▸ Directions
The answer must be one number: how many lines of the records contain "dead".

▸ Provided entries
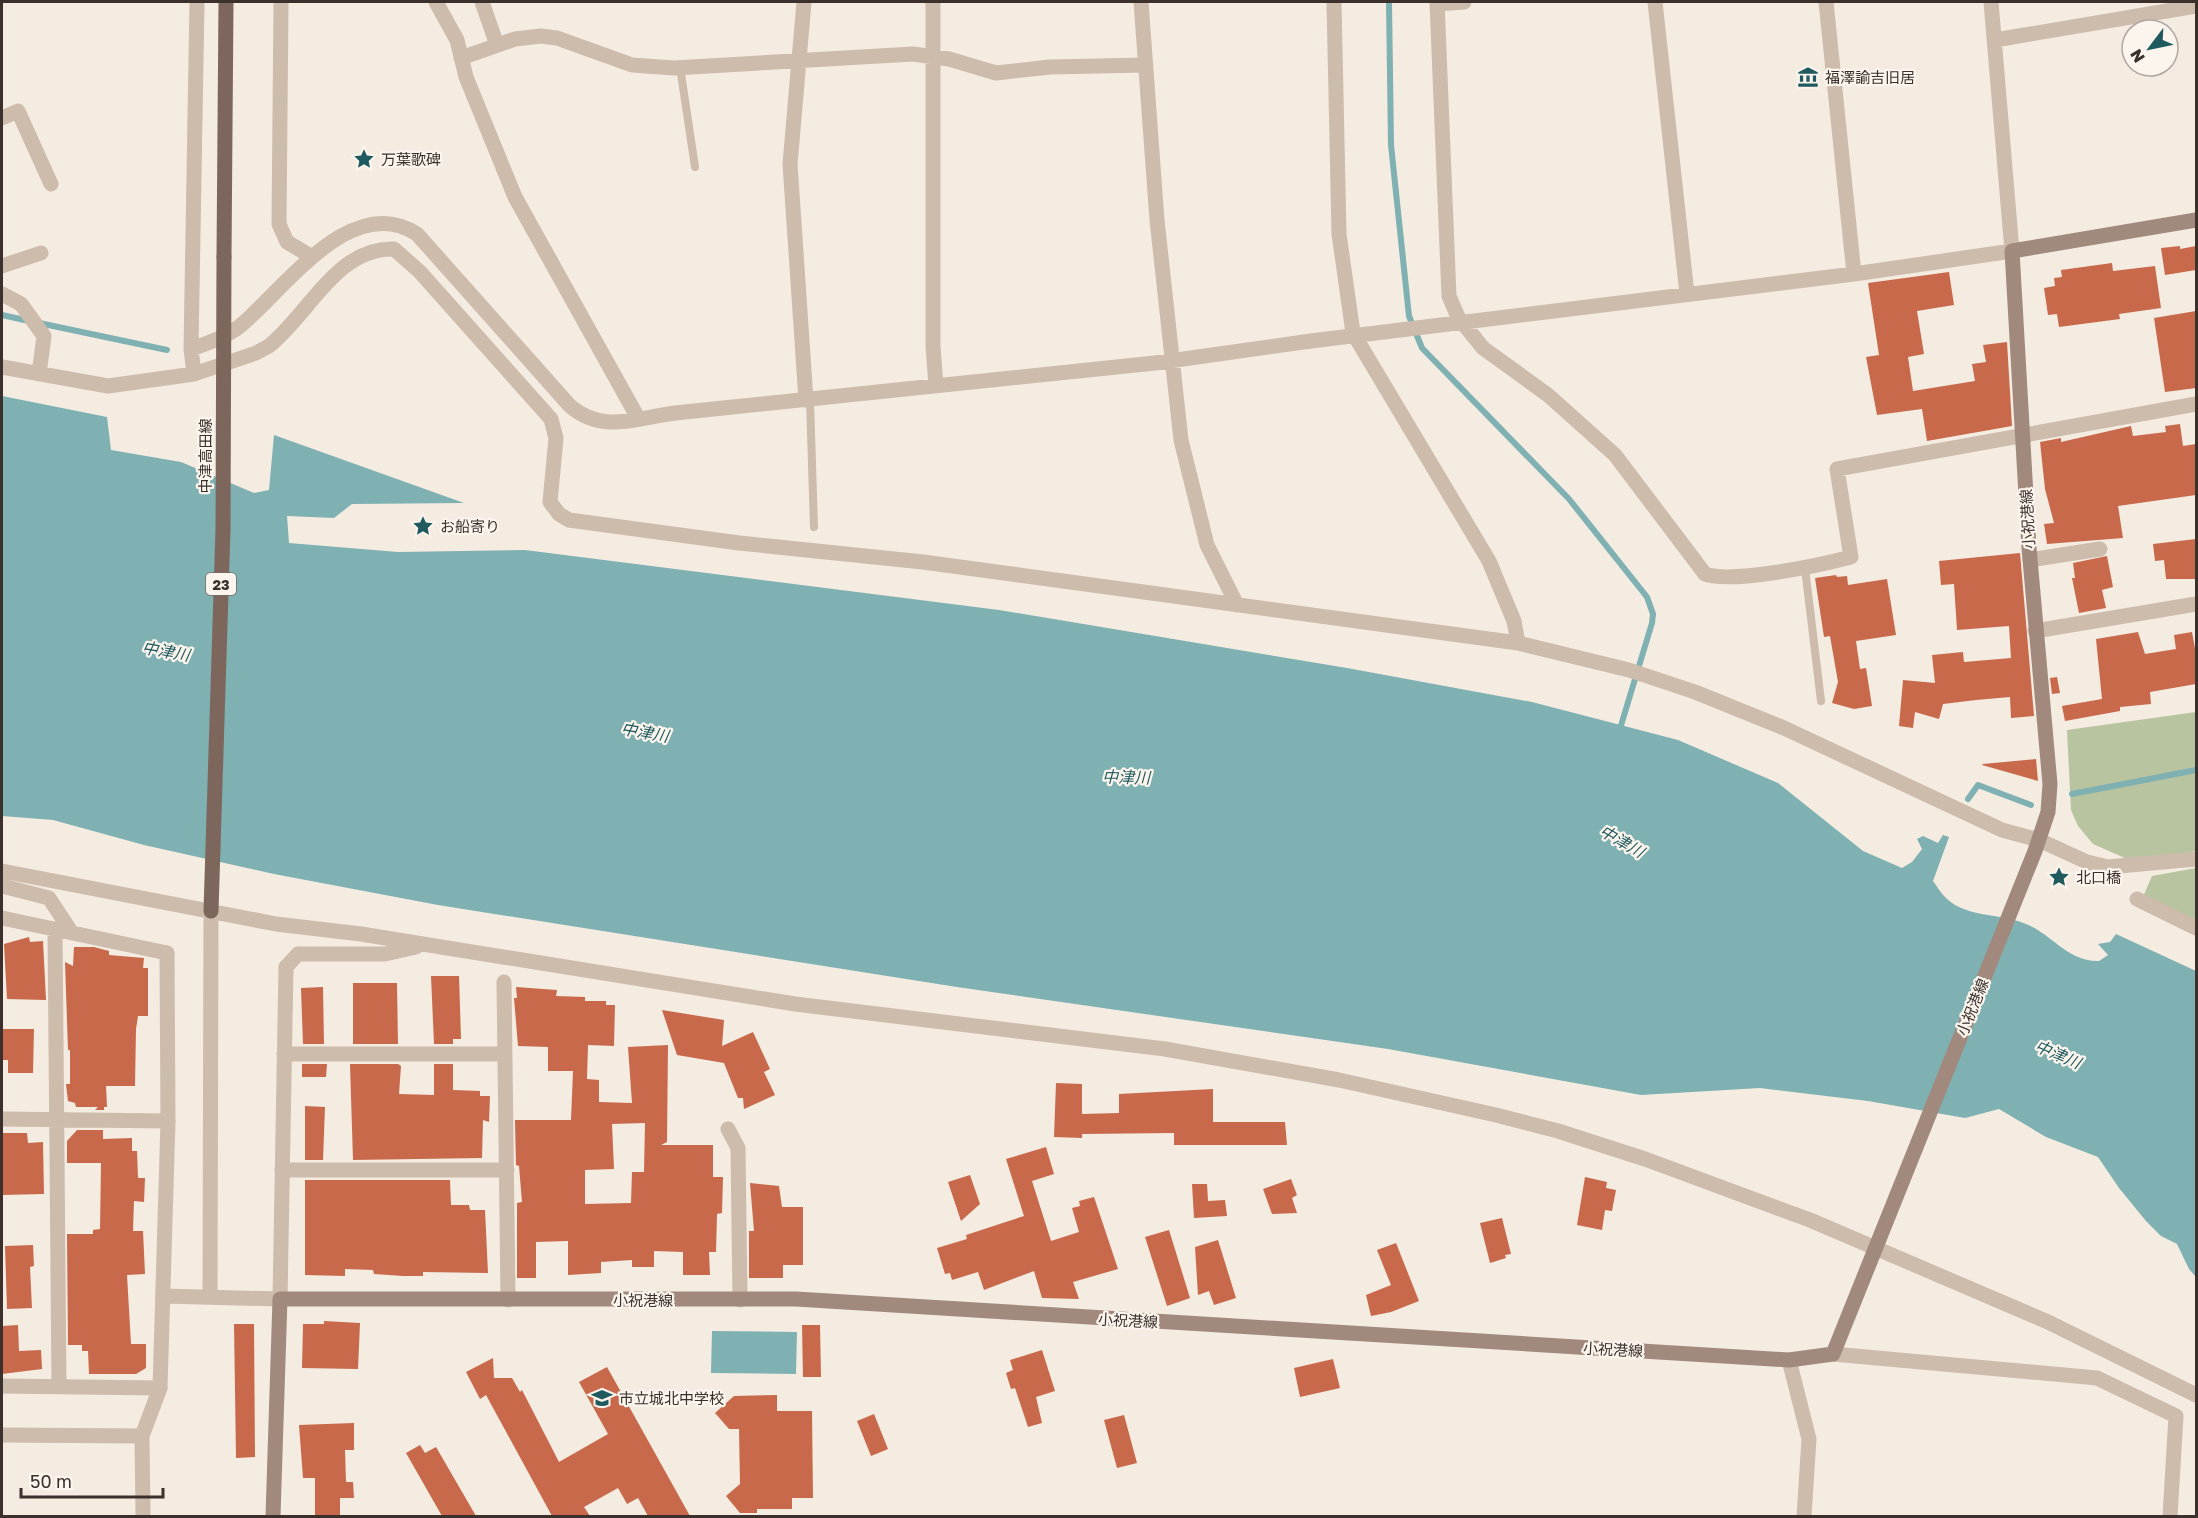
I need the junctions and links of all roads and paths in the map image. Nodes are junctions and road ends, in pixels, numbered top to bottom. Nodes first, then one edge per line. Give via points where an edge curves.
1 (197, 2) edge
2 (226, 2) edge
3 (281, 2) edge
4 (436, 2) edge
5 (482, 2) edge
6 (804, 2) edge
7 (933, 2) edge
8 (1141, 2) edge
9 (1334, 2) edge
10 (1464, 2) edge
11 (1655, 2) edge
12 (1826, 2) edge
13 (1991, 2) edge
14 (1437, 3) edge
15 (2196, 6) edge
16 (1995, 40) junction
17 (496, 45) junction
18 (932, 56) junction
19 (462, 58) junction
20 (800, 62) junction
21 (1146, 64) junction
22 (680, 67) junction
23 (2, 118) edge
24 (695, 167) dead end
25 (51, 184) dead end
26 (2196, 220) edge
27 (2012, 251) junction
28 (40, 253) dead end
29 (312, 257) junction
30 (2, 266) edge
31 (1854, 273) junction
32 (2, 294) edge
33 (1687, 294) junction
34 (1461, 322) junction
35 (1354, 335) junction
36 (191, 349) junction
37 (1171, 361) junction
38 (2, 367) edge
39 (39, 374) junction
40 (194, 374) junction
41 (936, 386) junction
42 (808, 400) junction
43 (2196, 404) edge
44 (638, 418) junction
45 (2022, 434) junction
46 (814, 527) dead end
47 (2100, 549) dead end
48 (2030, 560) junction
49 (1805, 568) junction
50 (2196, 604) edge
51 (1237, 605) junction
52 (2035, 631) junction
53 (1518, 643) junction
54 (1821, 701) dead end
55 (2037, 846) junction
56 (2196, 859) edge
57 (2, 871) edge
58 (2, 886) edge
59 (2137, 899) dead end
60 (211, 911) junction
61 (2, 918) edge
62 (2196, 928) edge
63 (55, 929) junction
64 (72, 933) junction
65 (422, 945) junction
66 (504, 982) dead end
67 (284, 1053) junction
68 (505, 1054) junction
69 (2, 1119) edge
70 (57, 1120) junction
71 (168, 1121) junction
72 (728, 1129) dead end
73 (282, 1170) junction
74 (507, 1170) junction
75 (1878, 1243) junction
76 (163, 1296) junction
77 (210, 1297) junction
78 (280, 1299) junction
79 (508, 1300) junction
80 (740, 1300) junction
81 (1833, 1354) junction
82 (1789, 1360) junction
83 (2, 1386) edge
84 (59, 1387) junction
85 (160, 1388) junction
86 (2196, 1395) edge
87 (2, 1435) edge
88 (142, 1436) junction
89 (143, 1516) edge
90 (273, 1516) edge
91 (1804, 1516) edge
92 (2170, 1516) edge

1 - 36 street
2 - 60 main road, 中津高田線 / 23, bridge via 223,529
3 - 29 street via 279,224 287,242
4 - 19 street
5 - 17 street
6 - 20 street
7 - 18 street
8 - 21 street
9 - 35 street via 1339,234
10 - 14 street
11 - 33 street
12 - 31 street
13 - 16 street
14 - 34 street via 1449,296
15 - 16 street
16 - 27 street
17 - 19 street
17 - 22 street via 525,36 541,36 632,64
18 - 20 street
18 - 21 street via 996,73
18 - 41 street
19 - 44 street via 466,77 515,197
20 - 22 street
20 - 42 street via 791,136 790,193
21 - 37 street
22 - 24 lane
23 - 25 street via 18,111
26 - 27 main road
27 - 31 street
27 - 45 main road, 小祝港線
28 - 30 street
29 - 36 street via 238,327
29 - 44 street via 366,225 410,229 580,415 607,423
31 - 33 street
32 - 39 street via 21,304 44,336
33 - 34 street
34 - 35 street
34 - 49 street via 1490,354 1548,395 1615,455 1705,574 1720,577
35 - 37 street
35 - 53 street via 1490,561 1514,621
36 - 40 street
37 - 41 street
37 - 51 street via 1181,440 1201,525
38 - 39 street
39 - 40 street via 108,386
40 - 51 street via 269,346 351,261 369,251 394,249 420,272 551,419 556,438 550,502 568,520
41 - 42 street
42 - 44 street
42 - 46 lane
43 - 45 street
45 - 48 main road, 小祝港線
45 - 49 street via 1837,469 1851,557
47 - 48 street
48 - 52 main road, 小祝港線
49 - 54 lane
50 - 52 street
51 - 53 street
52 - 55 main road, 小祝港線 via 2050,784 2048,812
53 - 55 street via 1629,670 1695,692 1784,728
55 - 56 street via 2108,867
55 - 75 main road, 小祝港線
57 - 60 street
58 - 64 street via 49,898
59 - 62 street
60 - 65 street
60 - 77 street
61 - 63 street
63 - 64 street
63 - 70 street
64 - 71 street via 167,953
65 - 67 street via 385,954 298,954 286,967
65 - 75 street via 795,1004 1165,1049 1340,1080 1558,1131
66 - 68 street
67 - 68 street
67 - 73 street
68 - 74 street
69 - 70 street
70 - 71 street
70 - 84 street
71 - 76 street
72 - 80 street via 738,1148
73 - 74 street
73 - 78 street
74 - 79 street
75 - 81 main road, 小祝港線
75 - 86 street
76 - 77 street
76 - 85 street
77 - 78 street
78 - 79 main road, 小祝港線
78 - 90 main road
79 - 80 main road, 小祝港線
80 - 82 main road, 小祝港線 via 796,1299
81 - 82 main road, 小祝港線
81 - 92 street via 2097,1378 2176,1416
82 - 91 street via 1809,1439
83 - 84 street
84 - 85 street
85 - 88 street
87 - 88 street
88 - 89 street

▸ Task answer
9